3. L’inciso “secondo le Scritture” si riferisce al “terzo giorno” oppure alle parole “è risuscitato”? La maggioranza degli studiosi propende per l’attribuzione delle parole “secondo le Scritture” alla frase “è risuscitato”, perché è la risurrezione che per sé realizza le Scritture e ne fa comprendere il compimento, e non il fatto, per sé accessorio, che sia avvenuta “il terzo giorno”, anche se il riferimento ad Osea farebbe propendere, secondo altri esegeti, per questa soluzione.

CRISTO È APPARSO A CEFA E QUINDI AI DODICI – Ma quello che più importa è precisare il senso di “risurrezione”: Gesù, dopo essere realmente morto, ha vinto la morte ed è tornato alla vita. Non però alla vita precedente alla sua morte, ma nella pienezza della vita divina. Il suo corpo è sì reale, è il corpo di Gesù di Nazareth che ha subito la crocifissione, ma è pure un “corpo di gloria”. Ed è questo ciò che fu visto dai molti testimoni, come avremo modo di analizzare in seguito, prendendo in esame i “segni” della risurrezione.


I “segni” della risurrezione di Gesù
La Chiesa primitiva ha affermato – e lo afferma anche la Chiesa di oggi – che Gesù è risuscitato da morte. Ma in base a quali elementi ha fatto tale affermazione? In base a un atto di fede o in base a fatti storici, a esperienze storicamente documentabili?

LA RISURREZIONE DI GESÙ È UN FATTO STORICO – Precisiamo che la storicità di cui parliamo non riguarda il “modo” della risurrezione, che per noi resta assolutamente misterioso e in attingibile, ma il “fatto”, l’avvenimento storico in se stesso. E parlando di “fatto” storico, intendiamo dire che Gesù è risorto obiettivamente, nella realtà e non solo nella coscienza di coloro che hanno creduto nella sua risurrezione. Intendiamo dire che qualcosa di obiettivo e di reale è avvenuto nella persona di Gesù, per cui dalla condizione di morto sulla croce e deposto nel sepolcro è passato alla condizione di Vivente e di Signore della storia.

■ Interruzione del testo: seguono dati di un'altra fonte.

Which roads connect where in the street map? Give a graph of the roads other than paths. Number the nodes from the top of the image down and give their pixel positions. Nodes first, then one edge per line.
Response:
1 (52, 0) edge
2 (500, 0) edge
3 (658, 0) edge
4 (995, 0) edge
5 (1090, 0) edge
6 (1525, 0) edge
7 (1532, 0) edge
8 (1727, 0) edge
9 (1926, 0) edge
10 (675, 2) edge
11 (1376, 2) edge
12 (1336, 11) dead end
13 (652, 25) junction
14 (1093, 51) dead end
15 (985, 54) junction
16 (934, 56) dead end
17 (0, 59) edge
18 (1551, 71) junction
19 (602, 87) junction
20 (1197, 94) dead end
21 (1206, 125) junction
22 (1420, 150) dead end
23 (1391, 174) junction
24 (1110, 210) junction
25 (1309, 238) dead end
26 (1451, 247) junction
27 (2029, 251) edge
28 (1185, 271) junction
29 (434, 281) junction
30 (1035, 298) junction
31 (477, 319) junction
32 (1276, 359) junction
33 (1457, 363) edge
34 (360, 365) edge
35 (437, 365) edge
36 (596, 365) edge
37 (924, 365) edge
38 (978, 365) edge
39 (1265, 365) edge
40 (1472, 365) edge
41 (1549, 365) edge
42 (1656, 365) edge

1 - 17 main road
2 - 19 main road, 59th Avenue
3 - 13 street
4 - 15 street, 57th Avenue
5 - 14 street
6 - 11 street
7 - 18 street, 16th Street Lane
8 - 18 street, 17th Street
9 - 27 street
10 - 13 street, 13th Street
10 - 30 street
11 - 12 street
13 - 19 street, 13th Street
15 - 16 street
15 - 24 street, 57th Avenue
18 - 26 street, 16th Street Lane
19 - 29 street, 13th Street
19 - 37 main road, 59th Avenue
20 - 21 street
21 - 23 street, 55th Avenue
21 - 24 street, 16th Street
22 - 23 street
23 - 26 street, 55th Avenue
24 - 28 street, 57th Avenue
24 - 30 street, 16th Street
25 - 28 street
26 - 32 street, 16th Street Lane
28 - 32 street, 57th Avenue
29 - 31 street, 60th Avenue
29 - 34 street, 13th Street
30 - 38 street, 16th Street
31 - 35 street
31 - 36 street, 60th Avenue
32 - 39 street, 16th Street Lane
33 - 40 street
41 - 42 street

UNA OPPORTUNA DISTINZIONE – Per rispondere alla domanda dobbiamo distinguere tra ciò che è storico e direttamente verificato, e ciò che è storico anche se non direttamente verificato. In altre parole: tra ciò che è “storico” e ciò che è “reale”. È storico e direttamente verificato ciò che è collocabile nell’ambito dell’esperienza e della verificabilità umana, mediante i metodi della ricerca storica. È invece storico, anche se non direttamente verificabile – cioè è “reale” – ciò che, pur non attingibile in se stesso direttamente, lo è però indirettamente, mediante la riflessione su fatti storicamente accaduti che sono in relazione con esso. Ora, la risurrezione di Gesù è un fatto storico – nel senso di “reale” – anche se non direttamente verificato. E ciò per il fatto che essa non è solo un avvenimento di questo mondo (perché Gesù non è tornato alla vita di prima), ma anche “escatologico”, definitivo (perché è entrato nella vita eterna e definitiva di Dio). Perciò, la risurrezione non può essere messa sullo stesso livello di tutti gli altri avvenimenti storici direttamente verificabili che, appunto perché tali, sono passeggeri. In questo senso la risurrezione si pone al di sopra delle categorie della storia umana: è “metastorica” e “trans-storica”.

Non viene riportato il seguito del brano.